Chapter 1:

Yesterday

Men Without Women


I’m sure I’m a woman, though now I say that without conviction.

But some confidence in my being a woman remained, because not only did I retain my feminine features, I was also devoid of a penis. 

Which is a good thing. 

Aside from that, I wish I knew why the people here grew inquisitive all of the sudden.

I drew curious glances more so than usual, and some even shot me looks of, dare I say, revulsion. That’s certainly something one could do without.

Perhaps it’s the bed hair jutting out of me like a flimsy needle. Or maybe it’s my eyes shot through with streaks of red, but I guess I’ll never know.

“I’ll never know” is my motto, and I’m never one to ascertain.

But for the life of me, I wish it weren’t, and I wish I were.

For on that fine day in March when the sun hung low and the mild heat was pleasant on my skin, for the first time in a lifetime, I was at the receiving end of the word "pervert".

It happened so suddenly I couldn’t quite discern the meaning of the word “pervert” itself.

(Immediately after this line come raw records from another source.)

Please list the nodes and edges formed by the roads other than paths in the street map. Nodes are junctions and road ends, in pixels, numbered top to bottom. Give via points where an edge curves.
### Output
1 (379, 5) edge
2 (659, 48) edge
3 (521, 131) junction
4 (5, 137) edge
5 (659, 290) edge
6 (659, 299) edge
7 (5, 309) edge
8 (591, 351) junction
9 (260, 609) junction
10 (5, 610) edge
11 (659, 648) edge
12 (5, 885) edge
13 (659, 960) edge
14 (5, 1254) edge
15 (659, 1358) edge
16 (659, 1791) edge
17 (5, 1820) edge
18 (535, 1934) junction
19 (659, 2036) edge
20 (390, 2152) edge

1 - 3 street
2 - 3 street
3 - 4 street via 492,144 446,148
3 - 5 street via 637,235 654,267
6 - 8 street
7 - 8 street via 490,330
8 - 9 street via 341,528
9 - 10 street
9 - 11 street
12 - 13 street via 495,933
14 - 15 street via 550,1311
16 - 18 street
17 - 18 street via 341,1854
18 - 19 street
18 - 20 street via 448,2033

It eluded me for sixteen and a half years, and for it to strike me now as hard as a hammer blow to my shins, nothing crossed my mind but to stand still. Maybe if I stand so still like a sentinel, I’ll blend into the bathroom wall as if I belong. 

But such is life.

And the mousy girl with the short hair and the quivering lips standing before me started to lift her index finger, outstretched - accusatorily so. She bellowed her exclamations and whirled on her heels, racing for the hallway beyond.

I could make out the words “There’s a pervert in a dress snooping around the girl’s bathroom!” screeched from afar, followed by shouts of the same vein.

And to think a tampon was tucked on the back of my dress.

I felt as if my feet weren’t anchored to the ground. My entire being felt floaty, and I’ll bet my life that if someone were to prick my skin right then and there, I would zip around the room like a deflating balloon.

Something changed.

And for the first time in a lifetime, I jumped out the bathroom window.